DATA TO PROCESS:
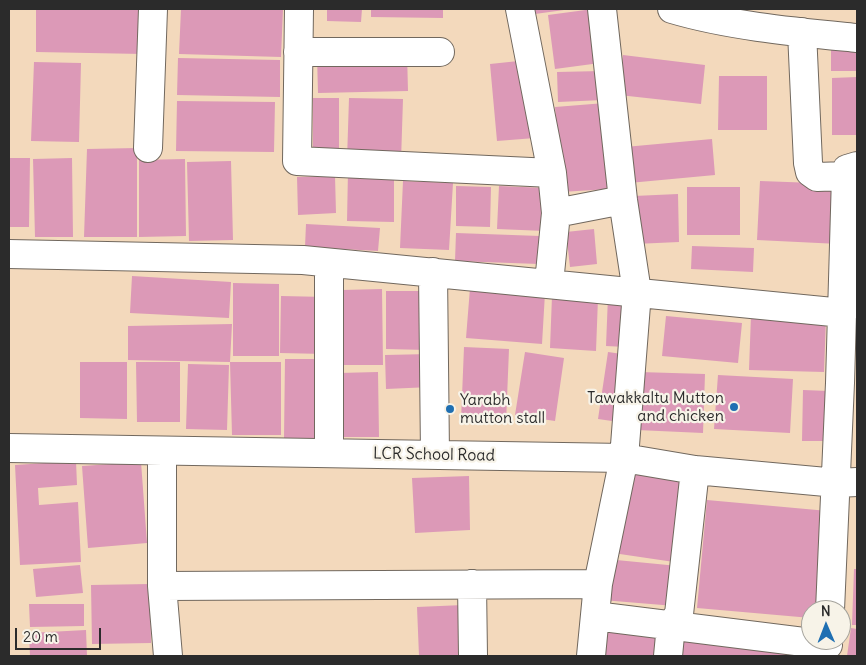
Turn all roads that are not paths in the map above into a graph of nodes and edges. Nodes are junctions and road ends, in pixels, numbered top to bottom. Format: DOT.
graph roads {
  1 [pos="152,9"];
  2 [pos="299,9"];
  3 [pos="520,9"];
  4 [pos="602,9"];
  5 [pos="672,9"];
  6 [pos="802,32"];
  7 [pos="857,38"];
  8 [pos="298,52"];
  9 [pos="440,52"];
  10 [pos="148,148"];
  11 [pos="852,171"];
  12 [pos="552,173"];
  13 [pos="623,200"];
  14 [pos="556,213"];
  15 [pos="9,254"];
  16 [pos="329,262"];
  17 [pos="433,272"];
  18 [pos="549,283"];
  19 [pos="637,292"];
  20 [pos="843,312"];
  21 [pos="849,383"];
  22 [pos="9,448"];
  23 [pos="162,451"];
  24 [pos="330,453"];
  25 [pos="435,455"];
  26 [pos="624,458"];
  27 [pos="695,470"];
  28 [pos="847,483"];
  29 [pos="472,584"];
  30 [pos="598,584"];
  31 [pos="162,586"];
  32 [pos="831,600"];
  33 [pos="595,616"];
  34 [pos="671,625"];
  35 [pos="801,643"];
  36 [pos="168,656"];
  37 [pos="473,656"];
  38 [pos="591,656"];
  39 [pos="668,656"];
  1 -- 10 [label="street"];
  2 -- 8 [label="street"];
  3 -- 12 [label="street"];
  4 -- 13 [label="street"];
  5 -- 6 [label="street"];
  6 -- 7 [label="street"];
  6 -- 11 [label="street"];
  8 -- 9 [label="street"];
  8 -- 12 [label="street"];
  11 -- 20 [label="street"];
  12 -- 14 [label="street"];
  13 -- 14 [label="street"];
  13 -- 19 [label="street"];
  14 -- 18 [label="street"];
  15 -- 16 [label="street"];
  16 -- 17 [label="street"];
  16 -- 24 [label="street"];
  17 -- 18 [label="street"];
  17 -- 25 [label="street"];
  18 -- 19 [label="street"];
  19 -- 20 [label="street"];
  19 -- 26 [label="street"];
  20 -- 21 [label="street"];
  21 -- 28 [label="street"];
  22 -- 23 [label="street, LCR School Road"];
  23 -- 24 [label="street, LCR School Road"];
  23 -- 31 [label="street"];
  24 -- 25 [label="street, LCR School Road"];
  25 -- 26 [label="street, LCR School Road"];
  26 -- 27 [label="street, LCR School Road"];
  26 -- 30 [label="street"];
  27 -- 28 [label="street, LCR School Road"];
  27 -- 34 [label="street"];
  28 -- 32 [label="street"];
  29 -- 30 [label="street"];
  29 -- 31 [label="street"];
  29 -- 37 [label="street"];
  30 -- 33 [label="street"];
  31 -- 36 [label="street"];
  33 -- 34 [label="street"];
  33 -- 38 [label="street"];
  34 -- 35 [label="street"];
  34 -- 39 [label="street"];
}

TASK PROMPT:
Write out all the entries precisely as given, omitting each image.

EXERCISE ANSWER:
Turn all roads that are not paths in the map above into a graph of nodes and edges. Nodes are junctions and road ends, in pixels, numbered top to bottom. Format: DOT.
graph roads {
  1 [pos="152,9"];
  2 [pos="299,9"];
  3 [pos="520,9"];
  4 [pos="602,9"];
  5 [pos="672,9"];
  6 [pos="802,32"];
  7 [pos="857,38"];
  8 [pos="298,52"];
  9 [pos="440,52"];
  10 [pos="148,148"];
  11 [pos="852,171"];
  12 [pos="552,173"];
  13 [pos="623,200"];
  14 [pos="556,213"];
  15 [pos="9,254"];
  16 [pos="329,262"];
  17 [pos="433,272"];
  18 [pos="549,283"];
  19 [pos="637,292"];
  20 [pos="843,312"];
  21 [pos="849,383"];
  22 [pos="9,448"];
  23 [pos="162,451"];
  24 [pos="330,453"];
  25 [pos="435,455"];
  26 [pos="624,458"];
  27 [pos="695,470"];
  28 [pos="847,483"];
  29 [pos="472,584"];
  30 [pos="598,584"];
  31 [pos="162,586"];
  32 [pos="831,600"];
  33 [pos="595,616"];
  34 [pos="671,625"];
  35 [pos="801,643"];
  36 [pos="168,656"];
  37 [pos="473,656"];
  38 [pos="591,656"];
  39 [pos="668,656"];
  1 -- 10 [label="street"];
  2 -- 8 [label="street"];
  3 -- 12 [label="street"];
  4 -- 13 [label="street"];
  5 -- 6 [label="street"];
  6 -- 7 [label="street"];
  6 -- 11 [label="street"];
  8 -- 9 [label="street"];
  8 -- 12 [label="street"];
  11 -- 20 [label="street"];
  12 -- 14 [label="street"];
  13 -- 14 [label="street"];
  13 -- 19 [label="street"];
  14 -- 18 [label="street"];
  15 -- 16 [label="street"];
  16 -- 17 [label="street"];
  16 -- 24 [label="street"];
  17 -- 18 [label="street"];
  17 -- 25 [label="street"];
  18 -- 19 [label="street"];
  19 -- 20 [label="street"];
  19 -- 26 [label="street"];
  20 -- 21 [label="street"];
  21 -- 28 [label="street"];
  22 -- 23 [label="street, LCR School Road"];
  23 -- 24 [label="street, LCR School Road"];
  23 -- 31 [label="street"];
  24 -- 25 [label="street, LCR School Road"];
  25 -- 26 [label="street, LCR School Road"];
  26 -- 27 [label="street, LCR School Road"];
  26 -- 30 [label="street"];
  27 -- 28 [label="street, LCR School Road"];
  27 -- 34 [label="street"];
  28 -- 32 [label="street"];
  29 -- 30 [label="street"];
  29 -- 31 [label="street"];
  29 -- 37 [label="street"];
  30 -- 33 [label="street"];
  31 -- 36 [label="street"];
  33 -- 34 [label="street"];
  33 -- 38 [label="street"];
  34 -- 35 [label="street"];
  34 -- 39 [label="street"];
}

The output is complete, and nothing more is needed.